Stored items
● ● ●
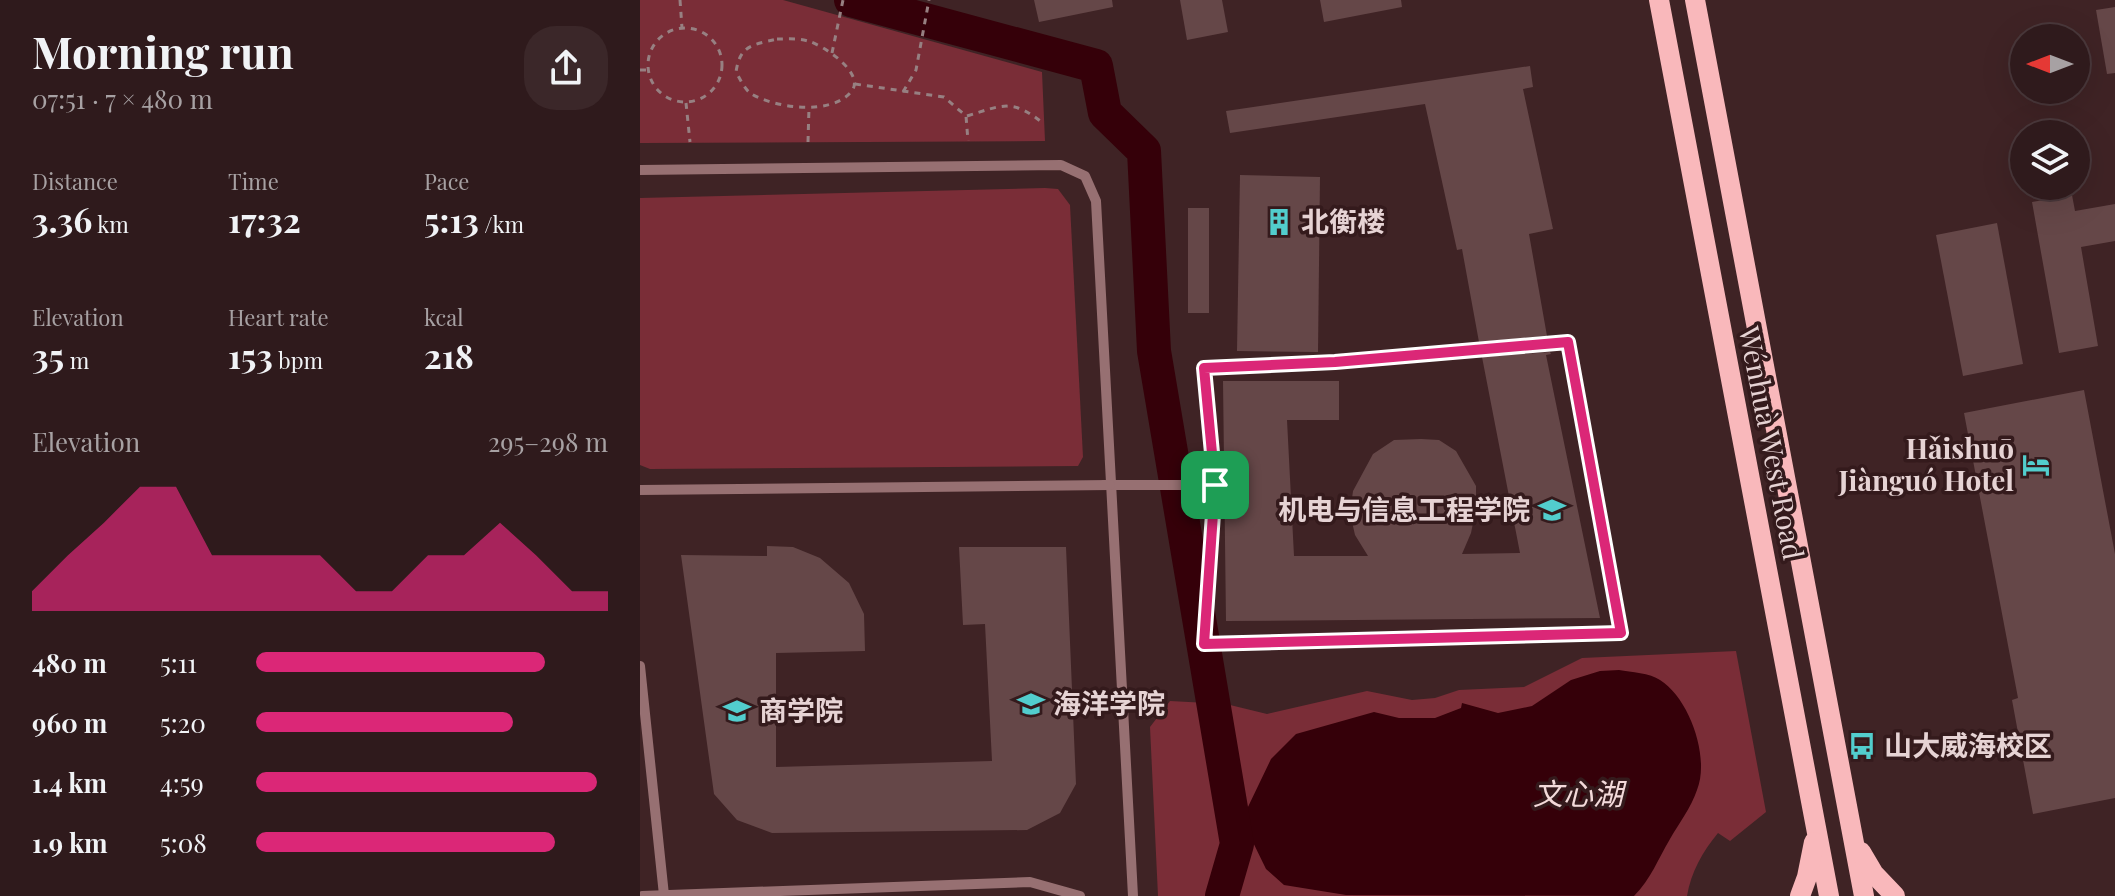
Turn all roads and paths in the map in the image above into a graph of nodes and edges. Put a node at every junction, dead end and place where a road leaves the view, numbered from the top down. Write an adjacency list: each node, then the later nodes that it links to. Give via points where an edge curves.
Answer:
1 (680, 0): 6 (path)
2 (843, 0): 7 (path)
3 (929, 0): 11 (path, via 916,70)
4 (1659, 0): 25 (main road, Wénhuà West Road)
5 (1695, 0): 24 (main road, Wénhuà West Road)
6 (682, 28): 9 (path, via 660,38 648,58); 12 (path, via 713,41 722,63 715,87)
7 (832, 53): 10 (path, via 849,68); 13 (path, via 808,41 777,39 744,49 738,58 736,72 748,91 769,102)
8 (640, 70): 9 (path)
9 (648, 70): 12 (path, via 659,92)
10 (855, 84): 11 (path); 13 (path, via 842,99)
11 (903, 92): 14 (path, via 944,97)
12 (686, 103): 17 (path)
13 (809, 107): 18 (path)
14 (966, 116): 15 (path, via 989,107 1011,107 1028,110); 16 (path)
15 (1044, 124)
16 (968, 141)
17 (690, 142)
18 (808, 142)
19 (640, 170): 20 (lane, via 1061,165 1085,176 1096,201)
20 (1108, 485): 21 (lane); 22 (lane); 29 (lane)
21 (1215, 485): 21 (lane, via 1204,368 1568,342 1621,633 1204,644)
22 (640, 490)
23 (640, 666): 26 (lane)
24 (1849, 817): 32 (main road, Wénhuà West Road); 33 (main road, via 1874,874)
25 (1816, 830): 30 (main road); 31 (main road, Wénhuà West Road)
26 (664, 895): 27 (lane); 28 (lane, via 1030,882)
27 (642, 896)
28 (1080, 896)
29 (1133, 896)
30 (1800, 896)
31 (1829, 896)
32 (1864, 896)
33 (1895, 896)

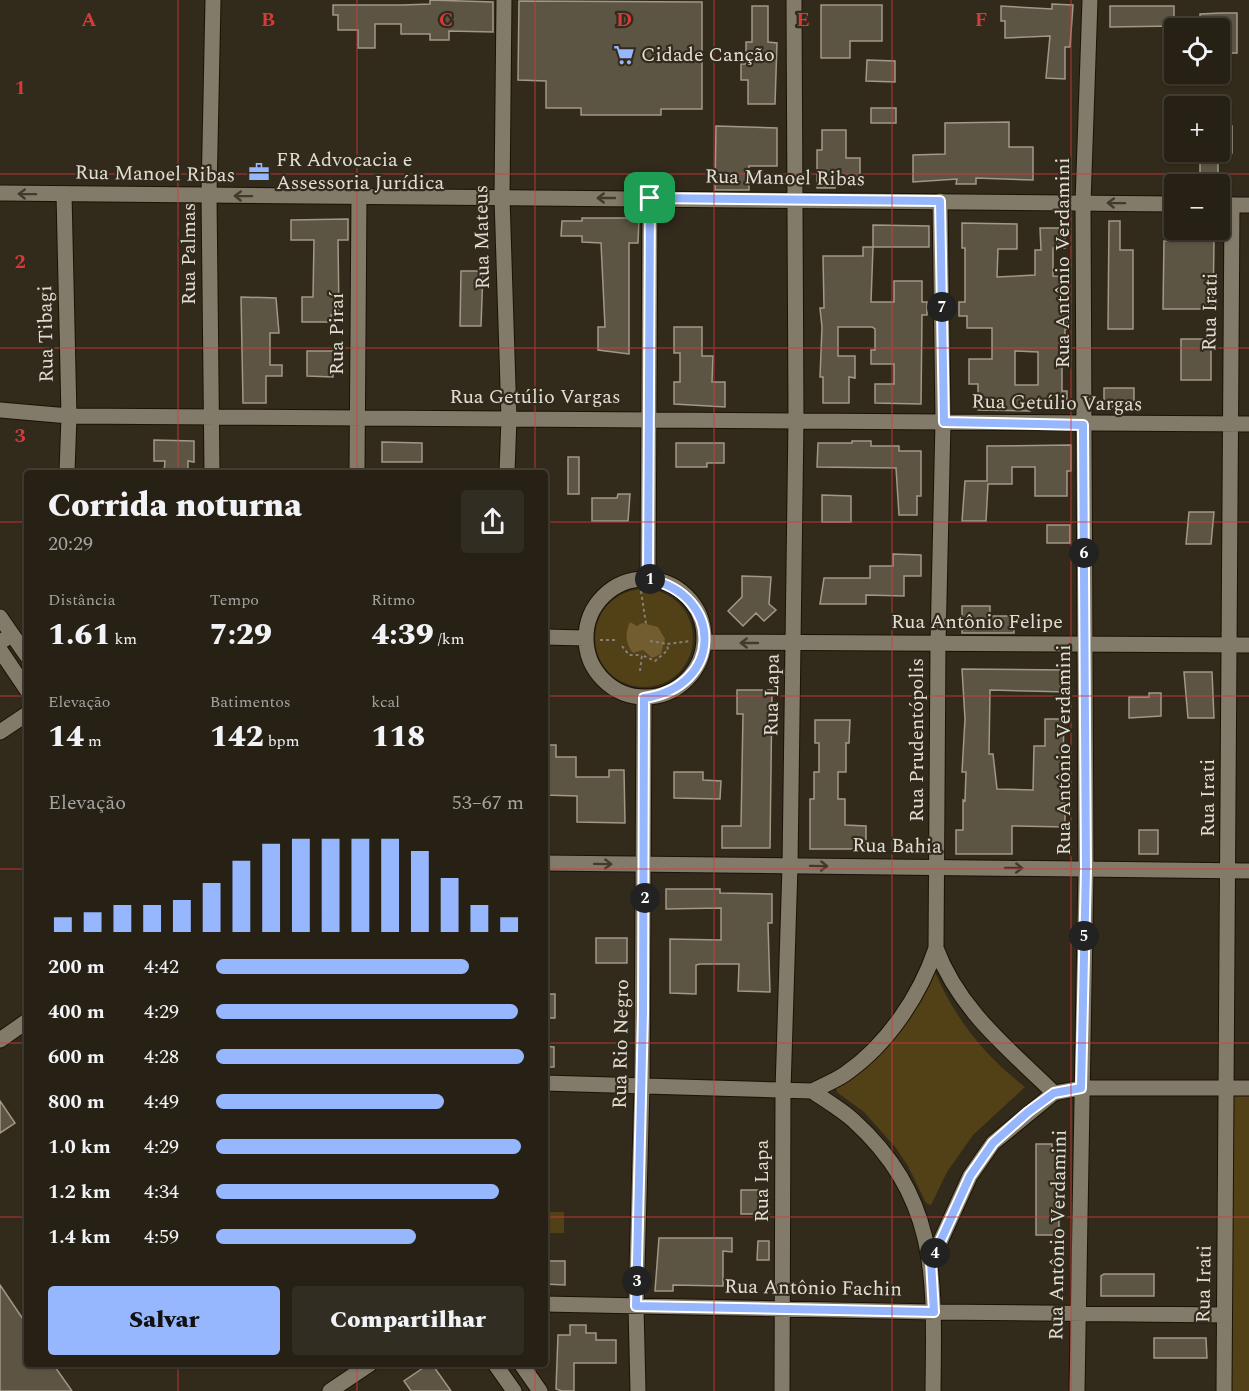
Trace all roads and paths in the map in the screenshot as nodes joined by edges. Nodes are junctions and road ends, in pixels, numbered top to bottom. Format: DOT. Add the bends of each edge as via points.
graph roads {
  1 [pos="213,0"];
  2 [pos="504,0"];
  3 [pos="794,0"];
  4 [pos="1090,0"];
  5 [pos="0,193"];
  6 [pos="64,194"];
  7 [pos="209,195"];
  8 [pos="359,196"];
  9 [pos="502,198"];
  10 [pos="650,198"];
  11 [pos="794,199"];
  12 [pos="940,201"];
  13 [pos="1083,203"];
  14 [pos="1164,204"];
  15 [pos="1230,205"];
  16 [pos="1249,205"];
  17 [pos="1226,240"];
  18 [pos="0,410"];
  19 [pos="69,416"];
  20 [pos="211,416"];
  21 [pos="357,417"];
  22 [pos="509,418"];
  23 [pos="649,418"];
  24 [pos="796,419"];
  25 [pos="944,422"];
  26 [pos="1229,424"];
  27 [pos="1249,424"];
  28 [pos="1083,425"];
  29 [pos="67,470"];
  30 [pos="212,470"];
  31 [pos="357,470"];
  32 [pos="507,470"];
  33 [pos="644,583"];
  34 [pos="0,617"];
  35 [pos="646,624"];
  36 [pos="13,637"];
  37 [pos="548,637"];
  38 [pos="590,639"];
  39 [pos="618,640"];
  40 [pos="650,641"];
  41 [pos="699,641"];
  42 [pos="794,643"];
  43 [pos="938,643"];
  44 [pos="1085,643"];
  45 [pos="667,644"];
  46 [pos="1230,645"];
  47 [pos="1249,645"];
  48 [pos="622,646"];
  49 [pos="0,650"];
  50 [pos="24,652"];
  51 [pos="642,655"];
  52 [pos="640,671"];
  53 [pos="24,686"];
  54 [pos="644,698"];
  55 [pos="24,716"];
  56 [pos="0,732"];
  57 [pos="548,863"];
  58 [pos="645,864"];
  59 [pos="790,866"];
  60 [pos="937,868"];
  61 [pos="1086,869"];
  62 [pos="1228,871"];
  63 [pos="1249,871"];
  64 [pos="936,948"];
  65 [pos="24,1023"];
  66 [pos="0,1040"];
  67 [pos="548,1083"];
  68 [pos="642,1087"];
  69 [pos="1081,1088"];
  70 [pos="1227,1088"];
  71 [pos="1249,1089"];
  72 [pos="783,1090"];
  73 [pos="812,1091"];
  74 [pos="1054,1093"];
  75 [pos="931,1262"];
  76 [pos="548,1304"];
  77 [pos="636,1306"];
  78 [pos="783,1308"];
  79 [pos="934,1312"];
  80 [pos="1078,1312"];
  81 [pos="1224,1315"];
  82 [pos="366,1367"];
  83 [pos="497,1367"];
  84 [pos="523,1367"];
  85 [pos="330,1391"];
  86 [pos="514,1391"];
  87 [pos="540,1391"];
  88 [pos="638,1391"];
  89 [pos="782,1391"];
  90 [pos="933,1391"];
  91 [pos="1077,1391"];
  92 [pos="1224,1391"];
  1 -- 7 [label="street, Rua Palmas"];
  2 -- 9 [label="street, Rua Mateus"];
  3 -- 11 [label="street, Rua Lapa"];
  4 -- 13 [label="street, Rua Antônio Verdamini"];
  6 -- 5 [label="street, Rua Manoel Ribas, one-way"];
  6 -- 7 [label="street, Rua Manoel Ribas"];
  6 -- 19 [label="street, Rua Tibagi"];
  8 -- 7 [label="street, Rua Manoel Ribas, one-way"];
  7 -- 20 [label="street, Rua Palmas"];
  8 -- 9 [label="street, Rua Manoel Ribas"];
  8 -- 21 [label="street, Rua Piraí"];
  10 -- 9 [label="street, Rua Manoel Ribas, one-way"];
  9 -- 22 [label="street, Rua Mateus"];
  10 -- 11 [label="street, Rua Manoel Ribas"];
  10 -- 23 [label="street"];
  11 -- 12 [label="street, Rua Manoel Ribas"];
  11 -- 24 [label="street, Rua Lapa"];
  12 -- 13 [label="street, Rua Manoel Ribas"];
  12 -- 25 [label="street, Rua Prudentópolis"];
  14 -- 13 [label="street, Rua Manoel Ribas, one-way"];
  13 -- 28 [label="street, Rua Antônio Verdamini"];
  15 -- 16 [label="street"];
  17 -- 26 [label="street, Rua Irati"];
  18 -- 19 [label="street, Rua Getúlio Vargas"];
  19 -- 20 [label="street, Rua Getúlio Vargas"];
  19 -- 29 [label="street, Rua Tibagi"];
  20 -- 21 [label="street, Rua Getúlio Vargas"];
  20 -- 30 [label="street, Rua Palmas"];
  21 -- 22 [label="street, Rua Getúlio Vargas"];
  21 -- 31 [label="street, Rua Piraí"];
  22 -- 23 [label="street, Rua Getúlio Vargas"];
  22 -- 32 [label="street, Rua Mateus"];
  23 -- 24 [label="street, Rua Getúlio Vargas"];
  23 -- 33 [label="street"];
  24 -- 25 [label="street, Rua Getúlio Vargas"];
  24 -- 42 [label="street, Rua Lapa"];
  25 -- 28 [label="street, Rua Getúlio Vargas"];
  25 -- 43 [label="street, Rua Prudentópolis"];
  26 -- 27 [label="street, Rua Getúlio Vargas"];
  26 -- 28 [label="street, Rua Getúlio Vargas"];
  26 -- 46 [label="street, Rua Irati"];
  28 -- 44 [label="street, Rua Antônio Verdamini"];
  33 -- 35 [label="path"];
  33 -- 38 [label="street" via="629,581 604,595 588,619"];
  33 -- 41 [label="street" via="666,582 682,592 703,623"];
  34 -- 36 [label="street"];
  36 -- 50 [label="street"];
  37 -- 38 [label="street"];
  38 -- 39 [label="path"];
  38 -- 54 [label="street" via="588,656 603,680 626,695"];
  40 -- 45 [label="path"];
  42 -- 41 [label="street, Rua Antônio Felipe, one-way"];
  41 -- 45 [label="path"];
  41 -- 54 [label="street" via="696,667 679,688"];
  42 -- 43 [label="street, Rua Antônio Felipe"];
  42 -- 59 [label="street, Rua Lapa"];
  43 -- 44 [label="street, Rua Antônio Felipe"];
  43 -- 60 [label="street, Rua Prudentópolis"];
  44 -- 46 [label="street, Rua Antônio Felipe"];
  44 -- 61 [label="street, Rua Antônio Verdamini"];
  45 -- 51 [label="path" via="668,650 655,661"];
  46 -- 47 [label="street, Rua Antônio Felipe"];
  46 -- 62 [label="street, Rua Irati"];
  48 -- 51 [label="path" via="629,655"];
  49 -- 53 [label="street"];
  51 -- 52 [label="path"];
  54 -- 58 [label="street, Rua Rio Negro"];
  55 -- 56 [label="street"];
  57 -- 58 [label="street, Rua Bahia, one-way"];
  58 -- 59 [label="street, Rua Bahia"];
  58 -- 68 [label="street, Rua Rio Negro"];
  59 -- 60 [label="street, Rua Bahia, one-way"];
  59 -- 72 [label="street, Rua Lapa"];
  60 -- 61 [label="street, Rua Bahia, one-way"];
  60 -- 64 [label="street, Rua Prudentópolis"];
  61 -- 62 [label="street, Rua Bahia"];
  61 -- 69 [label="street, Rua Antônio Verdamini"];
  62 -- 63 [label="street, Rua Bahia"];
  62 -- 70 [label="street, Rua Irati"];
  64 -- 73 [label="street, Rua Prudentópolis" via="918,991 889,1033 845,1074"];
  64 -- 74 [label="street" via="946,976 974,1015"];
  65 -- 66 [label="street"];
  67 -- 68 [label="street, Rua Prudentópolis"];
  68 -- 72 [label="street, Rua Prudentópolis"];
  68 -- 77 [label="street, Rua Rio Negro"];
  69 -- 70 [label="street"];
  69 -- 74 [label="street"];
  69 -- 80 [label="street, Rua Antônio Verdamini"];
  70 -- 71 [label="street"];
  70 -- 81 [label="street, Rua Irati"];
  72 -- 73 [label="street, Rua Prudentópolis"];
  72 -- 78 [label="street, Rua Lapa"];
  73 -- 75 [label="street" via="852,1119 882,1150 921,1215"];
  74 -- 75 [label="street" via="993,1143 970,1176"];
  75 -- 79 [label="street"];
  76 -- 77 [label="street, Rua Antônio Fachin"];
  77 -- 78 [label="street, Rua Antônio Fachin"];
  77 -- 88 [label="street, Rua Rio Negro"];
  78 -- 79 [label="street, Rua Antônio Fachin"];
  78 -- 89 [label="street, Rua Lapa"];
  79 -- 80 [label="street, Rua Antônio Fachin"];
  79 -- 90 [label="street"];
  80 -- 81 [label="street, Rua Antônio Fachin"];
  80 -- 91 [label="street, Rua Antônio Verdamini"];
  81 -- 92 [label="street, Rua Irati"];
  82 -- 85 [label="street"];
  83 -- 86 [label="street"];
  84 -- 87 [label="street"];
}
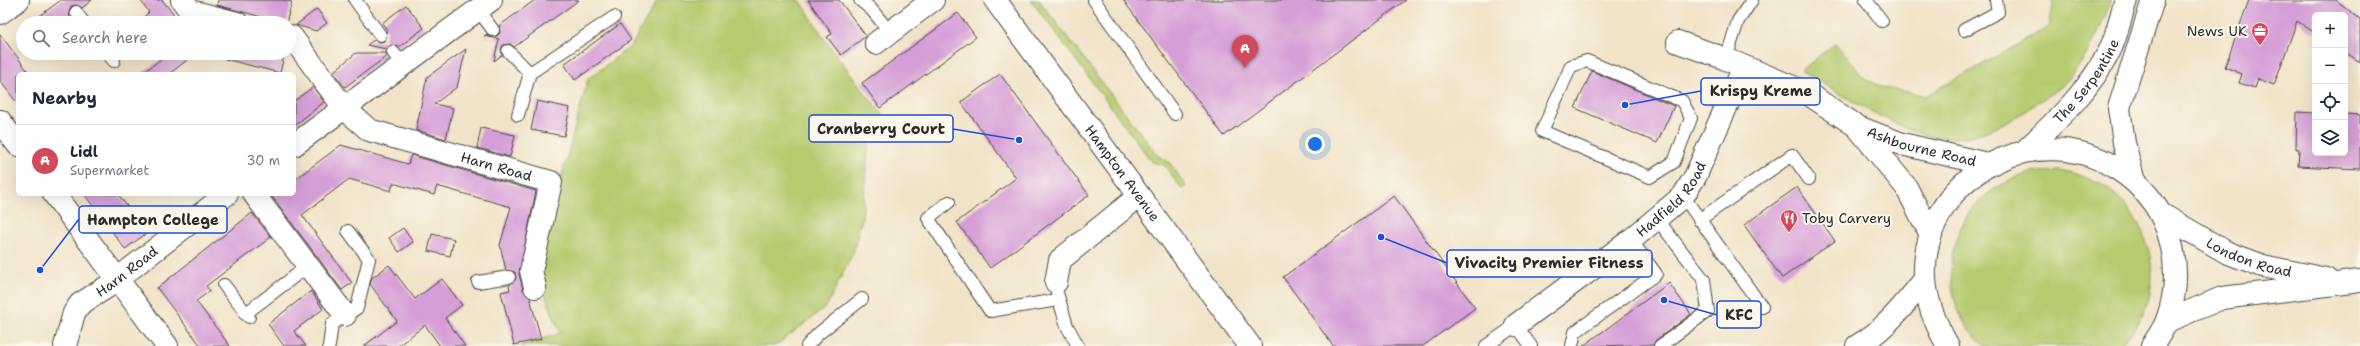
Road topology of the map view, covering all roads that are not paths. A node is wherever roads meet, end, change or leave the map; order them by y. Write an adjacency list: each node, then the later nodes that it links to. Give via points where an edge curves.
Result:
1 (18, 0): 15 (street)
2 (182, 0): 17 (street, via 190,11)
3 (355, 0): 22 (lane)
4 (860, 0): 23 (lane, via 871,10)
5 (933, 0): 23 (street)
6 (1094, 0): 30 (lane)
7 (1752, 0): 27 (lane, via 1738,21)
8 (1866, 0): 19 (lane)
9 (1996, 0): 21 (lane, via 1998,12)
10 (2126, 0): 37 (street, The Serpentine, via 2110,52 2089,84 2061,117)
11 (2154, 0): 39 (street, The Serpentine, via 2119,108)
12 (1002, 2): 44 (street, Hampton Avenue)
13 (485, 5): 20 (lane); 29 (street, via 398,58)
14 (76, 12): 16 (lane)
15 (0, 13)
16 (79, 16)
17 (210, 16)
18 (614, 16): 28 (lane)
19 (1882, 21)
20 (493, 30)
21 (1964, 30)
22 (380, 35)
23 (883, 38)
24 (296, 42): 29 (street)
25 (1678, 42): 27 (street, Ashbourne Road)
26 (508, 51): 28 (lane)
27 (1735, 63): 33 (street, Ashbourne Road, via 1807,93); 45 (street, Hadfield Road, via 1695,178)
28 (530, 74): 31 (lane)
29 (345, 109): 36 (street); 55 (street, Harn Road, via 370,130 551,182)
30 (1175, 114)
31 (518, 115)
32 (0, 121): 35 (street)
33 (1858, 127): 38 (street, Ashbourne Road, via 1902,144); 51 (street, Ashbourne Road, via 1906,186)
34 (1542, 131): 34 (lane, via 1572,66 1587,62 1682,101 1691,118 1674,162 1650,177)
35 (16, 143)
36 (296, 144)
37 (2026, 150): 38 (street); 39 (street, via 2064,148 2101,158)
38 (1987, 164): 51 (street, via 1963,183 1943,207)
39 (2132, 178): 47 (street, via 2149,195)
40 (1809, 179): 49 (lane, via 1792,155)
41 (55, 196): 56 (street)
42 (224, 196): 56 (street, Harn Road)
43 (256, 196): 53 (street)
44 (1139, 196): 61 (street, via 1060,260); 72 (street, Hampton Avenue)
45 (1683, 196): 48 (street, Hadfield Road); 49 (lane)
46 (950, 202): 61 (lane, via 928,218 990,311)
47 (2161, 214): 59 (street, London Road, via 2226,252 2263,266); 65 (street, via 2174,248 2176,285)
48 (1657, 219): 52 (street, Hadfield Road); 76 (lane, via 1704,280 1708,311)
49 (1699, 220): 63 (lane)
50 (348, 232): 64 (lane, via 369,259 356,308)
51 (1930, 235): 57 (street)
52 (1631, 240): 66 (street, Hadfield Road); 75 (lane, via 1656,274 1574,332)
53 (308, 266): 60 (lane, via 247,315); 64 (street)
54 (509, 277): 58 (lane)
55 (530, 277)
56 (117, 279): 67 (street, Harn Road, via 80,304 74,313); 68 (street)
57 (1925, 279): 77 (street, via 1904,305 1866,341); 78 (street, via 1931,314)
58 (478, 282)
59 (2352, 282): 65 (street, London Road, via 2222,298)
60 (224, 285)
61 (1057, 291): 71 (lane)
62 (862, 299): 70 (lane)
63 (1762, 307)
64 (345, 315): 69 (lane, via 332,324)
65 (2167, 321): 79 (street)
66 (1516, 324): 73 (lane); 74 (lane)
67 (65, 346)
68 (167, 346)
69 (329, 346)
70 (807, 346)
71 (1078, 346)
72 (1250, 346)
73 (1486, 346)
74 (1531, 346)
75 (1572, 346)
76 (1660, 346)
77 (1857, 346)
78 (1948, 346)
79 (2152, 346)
● ● ●
_TO DO_
Scan the records above for lines with the word "Ashbourne". Then report how many there are, as a bare number.

_EXERCISE ANSWER_
3